MARVIN & TIGE (1983) – first viewing – A suicidal eleven year old (Gibran Brown) who just lost his mother meets an alcoholic bum named Marvin (John Cassavetes) on the streets of Atlanta. Marvin takes the kid in and the two learn to love and respect each other. They get along great and Marvin becomes a father figure to the kid. But as things get more complicated, Marvin wonders if this is the best place for Tige to grow up. Filmed in 1983 but delayed for two years.
VARIETY (1983) – first viewing – A young woman takes a job selling tickets for the Variety Photoplay Theatre on the seedy streets of New York City. Though at first apathetic, she becomes more and more interested with the films being shown at the theatre, the atmosphere that surrounds her and eventually the customers that enter its doors. This is an independent film that hit the festival circuit before scoring an official release in 1985. John Lurie (DOWN BY LAW, STRANGER THAN PARADISE) wrote the music.

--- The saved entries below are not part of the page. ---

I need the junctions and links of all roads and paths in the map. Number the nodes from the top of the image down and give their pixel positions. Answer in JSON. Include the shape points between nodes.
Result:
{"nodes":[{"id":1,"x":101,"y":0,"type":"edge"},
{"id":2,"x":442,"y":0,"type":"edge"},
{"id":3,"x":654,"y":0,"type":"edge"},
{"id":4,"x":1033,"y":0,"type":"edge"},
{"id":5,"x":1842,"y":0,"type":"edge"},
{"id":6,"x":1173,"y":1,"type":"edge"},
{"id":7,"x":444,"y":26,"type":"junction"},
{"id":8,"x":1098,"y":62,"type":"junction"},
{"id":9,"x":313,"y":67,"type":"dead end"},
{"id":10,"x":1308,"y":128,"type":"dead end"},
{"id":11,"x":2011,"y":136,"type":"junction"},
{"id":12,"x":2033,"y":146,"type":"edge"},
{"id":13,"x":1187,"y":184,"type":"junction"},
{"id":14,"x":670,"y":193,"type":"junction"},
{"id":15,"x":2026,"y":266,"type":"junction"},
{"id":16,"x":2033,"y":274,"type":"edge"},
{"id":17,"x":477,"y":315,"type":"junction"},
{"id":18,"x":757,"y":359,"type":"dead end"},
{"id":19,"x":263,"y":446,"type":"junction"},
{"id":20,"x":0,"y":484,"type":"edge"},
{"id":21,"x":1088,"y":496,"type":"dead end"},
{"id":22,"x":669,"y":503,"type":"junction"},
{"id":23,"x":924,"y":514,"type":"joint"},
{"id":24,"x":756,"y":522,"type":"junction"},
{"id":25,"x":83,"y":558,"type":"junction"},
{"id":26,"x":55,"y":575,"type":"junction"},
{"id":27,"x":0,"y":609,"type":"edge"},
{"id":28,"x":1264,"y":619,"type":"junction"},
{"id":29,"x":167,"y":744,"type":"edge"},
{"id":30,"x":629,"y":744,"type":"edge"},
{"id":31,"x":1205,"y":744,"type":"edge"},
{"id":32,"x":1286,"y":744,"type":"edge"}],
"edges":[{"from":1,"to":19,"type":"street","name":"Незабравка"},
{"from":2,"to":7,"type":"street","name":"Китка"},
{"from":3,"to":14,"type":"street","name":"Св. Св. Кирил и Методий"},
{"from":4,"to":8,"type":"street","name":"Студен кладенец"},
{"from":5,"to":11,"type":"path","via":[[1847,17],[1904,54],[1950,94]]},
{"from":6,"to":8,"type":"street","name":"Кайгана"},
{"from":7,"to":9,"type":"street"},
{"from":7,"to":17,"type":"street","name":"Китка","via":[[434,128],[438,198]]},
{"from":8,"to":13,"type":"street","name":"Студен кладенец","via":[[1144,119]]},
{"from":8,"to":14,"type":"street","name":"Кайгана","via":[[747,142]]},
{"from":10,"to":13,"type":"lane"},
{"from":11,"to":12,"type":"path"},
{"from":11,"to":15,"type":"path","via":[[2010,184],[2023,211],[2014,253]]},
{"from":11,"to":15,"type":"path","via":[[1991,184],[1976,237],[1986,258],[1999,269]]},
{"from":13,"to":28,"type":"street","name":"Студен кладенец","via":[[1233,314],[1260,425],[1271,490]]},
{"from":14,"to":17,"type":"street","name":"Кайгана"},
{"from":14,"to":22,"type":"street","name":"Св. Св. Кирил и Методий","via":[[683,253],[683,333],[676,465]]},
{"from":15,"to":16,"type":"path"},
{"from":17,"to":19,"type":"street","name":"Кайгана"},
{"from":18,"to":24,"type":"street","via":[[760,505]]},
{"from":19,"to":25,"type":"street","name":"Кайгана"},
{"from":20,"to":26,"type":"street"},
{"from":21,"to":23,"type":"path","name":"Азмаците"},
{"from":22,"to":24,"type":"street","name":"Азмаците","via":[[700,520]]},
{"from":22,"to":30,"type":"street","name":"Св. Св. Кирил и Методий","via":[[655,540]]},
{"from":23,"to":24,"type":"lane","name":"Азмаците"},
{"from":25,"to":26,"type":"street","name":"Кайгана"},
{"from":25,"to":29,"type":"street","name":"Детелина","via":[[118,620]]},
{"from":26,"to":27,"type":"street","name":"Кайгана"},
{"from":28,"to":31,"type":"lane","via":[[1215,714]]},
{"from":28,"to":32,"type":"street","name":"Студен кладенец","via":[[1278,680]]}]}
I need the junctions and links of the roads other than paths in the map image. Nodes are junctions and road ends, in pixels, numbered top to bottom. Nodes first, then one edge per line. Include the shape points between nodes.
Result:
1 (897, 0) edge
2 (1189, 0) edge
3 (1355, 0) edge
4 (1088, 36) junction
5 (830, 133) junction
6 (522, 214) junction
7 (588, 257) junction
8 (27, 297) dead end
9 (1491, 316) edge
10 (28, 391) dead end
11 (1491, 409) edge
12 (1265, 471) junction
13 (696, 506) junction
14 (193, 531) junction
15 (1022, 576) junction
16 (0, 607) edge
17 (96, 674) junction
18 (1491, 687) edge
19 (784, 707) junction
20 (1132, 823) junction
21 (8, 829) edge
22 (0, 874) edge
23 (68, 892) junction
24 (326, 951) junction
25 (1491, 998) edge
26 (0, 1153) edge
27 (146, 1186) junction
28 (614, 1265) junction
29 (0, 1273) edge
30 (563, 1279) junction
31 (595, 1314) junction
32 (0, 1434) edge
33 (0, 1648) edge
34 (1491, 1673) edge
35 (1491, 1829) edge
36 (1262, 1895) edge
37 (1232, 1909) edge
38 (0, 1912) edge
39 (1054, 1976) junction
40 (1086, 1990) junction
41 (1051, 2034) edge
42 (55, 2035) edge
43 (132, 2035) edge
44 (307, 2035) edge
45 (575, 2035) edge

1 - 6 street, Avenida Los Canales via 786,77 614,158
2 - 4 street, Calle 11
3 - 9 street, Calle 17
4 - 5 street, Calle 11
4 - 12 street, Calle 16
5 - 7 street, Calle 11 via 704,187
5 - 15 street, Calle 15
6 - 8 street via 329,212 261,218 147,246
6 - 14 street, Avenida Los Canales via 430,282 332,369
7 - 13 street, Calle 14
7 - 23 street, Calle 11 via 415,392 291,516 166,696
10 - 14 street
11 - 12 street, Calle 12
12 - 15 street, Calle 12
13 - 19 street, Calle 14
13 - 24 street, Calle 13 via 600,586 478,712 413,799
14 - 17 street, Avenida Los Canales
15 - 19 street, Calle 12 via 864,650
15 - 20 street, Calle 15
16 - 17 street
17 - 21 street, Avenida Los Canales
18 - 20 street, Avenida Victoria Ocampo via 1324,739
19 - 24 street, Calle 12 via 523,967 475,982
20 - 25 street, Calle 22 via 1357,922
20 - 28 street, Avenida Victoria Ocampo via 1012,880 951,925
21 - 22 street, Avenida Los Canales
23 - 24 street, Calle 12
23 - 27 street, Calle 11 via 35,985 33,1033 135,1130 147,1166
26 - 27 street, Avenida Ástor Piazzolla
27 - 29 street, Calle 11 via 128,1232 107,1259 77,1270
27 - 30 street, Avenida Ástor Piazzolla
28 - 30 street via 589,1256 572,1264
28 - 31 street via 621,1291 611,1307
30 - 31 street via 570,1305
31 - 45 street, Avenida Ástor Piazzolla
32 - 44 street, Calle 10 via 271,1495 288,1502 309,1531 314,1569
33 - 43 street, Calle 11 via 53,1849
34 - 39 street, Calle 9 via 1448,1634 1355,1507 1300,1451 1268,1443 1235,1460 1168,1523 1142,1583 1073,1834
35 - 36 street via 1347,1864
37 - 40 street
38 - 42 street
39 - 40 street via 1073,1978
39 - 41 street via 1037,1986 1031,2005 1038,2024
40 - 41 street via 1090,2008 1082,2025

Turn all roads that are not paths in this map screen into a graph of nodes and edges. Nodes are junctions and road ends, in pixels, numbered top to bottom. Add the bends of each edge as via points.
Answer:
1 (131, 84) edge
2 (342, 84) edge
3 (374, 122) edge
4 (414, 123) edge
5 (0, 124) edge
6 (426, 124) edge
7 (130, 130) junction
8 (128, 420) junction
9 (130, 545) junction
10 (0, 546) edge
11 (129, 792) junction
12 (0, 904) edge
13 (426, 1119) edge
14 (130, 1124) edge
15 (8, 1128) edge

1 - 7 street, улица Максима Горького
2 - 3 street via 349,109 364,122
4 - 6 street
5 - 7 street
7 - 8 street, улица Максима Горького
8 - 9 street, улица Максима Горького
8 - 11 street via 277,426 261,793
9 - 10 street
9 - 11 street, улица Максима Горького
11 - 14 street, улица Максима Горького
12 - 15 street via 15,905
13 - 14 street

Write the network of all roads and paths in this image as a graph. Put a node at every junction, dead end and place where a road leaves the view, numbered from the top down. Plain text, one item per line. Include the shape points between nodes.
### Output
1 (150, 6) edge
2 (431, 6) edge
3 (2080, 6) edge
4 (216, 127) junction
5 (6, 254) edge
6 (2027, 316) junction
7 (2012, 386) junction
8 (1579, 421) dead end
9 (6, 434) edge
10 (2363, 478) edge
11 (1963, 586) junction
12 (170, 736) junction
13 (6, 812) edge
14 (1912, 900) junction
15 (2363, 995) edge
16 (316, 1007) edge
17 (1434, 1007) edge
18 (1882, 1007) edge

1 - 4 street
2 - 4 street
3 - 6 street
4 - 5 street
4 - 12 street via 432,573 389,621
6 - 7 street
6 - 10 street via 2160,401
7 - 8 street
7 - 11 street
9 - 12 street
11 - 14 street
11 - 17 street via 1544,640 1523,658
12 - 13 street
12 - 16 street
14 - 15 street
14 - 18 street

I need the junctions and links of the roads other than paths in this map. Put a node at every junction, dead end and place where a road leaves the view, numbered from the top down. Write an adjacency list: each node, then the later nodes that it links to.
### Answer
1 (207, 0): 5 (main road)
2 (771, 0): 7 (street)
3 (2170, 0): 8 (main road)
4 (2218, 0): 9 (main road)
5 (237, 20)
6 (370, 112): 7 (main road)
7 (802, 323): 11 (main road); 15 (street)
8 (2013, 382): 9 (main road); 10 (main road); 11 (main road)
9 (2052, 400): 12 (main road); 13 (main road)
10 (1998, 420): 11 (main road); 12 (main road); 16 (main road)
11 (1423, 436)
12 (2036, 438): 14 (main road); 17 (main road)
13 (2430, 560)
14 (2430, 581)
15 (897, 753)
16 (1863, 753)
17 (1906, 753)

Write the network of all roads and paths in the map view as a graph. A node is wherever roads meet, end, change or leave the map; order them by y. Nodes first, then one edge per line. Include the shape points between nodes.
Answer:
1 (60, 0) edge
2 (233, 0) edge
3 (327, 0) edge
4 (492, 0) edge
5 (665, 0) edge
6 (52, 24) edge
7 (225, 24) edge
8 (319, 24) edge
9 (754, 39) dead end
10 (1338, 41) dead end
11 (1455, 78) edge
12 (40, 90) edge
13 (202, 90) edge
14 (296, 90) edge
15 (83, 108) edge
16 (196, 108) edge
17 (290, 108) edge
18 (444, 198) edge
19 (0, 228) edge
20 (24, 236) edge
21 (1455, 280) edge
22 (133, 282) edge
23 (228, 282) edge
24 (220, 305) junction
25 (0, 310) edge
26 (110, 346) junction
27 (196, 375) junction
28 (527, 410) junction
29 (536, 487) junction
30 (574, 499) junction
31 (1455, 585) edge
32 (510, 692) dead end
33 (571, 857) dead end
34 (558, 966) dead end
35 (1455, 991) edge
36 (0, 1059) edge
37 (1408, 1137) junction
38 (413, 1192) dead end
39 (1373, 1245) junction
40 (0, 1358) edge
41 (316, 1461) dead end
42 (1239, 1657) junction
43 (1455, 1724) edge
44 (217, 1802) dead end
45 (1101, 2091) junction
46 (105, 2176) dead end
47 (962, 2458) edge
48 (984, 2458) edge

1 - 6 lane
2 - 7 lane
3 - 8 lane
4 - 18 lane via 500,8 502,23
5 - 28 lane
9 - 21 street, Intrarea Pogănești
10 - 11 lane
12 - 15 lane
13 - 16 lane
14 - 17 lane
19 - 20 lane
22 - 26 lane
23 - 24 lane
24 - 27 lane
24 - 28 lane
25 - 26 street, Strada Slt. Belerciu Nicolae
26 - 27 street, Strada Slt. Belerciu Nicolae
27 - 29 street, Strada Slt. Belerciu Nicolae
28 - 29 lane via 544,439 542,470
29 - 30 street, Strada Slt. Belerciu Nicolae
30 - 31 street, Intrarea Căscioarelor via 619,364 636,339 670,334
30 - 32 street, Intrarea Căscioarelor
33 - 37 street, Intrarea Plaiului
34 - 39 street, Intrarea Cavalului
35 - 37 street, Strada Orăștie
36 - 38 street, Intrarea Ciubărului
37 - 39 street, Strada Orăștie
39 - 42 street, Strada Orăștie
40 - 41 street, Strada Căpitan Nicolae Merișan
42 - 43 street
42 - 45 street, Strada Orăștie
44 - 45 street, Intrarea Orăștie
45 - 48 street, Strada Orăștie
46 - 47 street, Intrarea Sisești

And you don’t get to hear about any of these films. I know, life is cruel. These will be covered on our podcast.
Hopefully, you are well aware of the weekly podcast we run here, FILM GEEK CENTRAL PRESENTS: THE FILMS OF 1985. Throughout 2013, we are covering every film released back in 1985. The first episode is up now with new episodes every Friday! Go have a listen!
Total films watched in 2013 so far: 33
My soundtrack for January 14, 2013: “Gamble on me, baby. Go ahead and place your bet.”